> [TASK TO COMPLETE]
Search the records for the word "main" and pick out every line that has it.

> [Stored data entries]
----

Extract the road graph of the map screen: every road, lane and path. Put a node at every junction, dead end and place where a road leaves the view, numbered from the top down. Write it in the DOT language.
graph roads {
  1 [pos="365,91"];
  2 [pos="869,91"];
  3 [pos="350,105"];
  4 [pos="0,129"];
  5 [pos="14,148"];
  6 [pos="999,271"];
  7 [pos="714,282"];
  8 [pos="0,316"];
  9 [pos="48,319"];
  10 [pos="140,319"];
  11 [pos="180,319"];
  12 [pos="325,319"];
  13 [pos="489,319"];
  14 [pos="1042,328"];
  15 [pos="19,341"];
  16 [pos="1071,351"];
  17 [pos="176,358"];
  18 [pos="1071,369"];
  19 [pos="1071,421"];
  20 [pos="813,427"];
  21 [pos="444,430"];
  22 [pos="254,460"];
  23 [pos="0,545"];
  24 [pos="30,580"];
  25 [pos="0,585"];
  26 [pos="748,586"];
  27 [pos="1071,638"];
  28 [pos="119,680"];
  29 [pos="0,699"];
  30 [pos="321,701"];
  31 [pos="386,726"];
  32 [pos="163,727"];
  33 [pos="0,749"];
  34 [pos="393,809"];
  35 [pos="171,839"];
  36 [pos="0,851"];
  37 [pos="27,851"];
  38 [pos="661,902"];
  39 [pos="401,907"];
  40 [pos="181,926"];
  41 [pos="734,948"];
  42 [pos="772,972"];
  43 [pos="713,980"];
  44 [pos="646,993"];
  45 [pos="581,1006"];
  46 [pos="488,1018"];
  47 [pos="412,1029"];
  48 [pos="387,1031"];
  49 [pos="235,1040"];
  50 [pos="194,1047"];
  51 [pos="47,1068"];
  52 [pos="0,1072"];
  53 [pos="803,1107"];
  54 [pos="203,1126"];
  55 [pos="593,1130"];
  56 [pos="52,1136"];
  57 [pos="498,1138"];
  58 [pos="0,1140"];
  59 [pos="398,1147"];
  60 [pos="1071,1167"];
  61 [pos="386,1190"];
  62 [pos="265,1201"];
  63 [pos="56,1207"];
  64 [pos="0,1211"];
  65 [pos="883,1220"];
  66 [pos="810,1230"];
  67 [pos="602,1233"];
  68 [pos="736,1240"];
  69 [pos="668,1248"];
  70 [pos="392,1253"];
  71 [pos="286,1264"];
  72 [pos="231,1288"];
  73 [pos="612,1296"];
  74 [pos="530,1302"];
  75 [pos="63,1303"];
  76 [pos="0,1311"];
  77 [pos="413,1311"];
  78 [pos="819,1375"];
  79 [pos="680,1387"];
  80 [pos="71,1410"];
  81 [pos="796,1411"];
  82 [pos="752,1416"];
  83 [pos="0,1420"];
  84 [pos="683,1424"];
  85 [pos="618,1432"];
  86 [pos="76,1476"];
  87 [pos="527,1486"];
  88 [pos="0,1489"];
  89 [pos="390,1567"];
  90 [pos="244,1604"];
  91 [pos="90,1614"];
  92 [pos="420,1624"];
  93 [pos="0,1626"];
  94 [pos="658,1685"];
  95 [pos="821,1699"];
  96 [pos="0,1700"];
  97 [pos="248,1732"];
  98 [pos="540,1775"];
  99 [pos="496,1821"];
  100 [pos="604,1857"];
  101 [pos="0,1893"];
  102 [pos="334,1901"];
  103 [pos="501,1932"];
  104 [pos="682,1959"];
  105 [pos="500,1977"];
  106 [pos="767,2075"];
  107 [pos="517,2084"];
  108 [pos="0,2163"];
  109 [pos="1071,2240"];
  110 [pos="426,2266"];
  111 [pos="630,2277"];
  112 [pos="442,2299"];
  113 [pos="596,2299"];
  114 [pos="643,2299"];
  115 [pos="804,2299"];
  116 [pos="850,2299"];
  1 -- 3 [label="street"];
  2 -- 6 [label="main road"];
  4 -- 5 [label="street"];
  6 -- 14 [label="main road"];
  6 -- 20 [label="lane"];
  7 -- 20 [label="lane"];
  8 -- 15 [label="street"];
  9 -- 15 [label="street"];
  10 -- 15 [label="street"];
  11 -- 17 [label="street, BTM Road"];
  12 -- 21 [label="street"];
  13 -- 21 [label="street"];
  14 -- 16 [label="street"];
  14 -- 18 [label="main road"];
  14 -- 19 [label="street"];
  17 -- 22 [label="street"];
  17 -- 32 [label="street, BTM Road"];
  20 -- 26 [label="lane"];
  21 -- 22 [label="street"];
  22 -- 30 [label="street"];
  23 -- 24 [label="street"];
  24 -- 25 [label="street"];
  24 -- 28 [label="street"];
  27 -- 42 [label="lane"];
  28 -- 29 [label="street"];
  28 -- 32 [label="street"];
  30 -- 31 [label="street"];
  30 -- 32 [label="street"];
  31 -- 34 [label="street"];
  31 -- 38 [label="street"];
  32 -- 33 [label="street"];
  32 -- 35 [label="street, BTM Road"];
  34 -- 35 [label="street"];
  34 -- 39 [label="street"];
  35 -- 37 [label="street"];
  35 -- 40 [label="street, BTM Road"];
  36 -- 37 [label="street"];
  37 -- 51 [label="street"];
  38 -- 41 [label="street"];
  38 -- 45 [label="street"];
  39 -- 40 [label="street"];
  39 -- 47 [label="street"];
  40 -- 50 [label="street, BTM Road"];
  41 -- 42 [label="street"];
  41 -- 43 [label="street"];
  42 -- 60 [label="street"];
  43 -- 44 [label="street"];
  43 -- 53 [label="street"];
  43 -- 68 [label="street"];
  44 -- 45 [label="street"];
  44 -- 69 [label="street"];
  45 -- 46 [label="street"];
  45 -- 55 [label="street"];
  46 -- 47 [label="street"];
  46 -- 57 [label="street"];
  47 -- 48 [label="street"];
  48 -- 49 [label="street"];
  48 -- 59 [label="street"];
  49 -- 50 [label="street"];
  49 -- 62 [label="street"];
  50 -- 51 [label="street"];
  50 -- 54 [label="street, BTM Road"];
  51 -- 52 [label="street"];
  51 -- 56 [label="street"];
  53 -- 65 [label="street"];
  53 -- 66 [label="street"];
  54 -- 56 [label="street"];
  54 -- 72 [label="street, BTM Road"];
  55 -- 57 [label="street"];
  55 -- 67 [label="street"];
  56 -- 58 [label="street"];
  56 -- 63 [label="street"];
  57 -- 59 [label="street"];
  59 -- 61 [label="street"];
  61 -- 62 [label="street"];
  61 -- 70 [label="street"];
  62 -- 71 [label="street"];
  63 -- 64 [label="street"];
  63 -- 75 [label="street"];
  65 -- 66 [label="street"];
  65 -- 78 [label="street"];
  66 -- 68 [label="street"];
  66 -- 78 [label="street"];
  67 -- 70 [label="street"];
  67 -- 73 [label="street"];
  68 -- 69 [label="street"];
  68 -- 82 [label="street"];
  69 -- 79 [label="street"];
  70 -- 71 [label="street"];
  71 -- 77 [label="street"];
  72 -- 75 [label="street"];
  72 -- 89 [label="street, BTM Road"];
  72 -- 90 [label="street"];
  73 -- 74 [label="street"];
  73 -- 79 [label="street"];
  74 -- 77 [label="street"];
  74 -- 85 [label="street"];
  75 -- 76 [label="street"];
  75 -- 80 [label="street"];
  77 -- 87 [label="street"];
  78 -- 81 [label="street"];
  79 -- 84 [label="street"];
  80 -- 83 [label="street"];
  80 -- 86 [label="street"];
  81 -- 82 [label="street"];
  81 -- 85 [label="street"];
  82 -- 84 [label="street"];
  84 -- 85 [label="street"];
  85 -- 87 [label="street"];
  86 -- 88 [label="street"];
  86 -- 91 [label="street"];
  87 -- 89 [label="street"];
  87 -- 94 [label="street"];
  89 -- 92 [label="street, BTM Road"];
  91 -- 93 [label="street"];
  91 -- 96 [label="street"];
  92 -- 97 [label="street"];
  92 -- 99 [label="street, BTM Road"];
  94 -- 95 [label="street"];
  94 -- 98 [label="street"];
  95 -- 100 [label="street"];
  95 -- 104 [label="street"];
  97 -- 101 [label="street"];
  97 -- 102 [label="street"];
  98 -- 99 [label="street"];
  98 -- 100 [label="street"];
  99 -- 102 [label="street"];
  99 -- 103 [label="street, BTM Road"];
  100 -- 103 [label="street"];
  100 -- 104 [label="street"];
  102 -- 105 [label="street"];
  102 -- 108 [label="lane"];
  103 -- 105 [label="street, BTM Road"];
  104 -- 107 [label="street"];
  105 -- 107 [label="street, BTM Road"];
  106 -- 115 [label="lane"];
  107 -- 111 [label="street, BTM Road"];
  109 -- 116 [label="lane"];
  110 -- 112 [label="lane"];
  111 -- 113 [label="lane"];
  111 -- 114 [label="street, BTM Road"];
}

----

> [ANSWER TO THE EXERCISE]
  2 -- 6 [label="main road"];
  6 -- 14 [label="main road"];
  14 -- 18 [label="main road"];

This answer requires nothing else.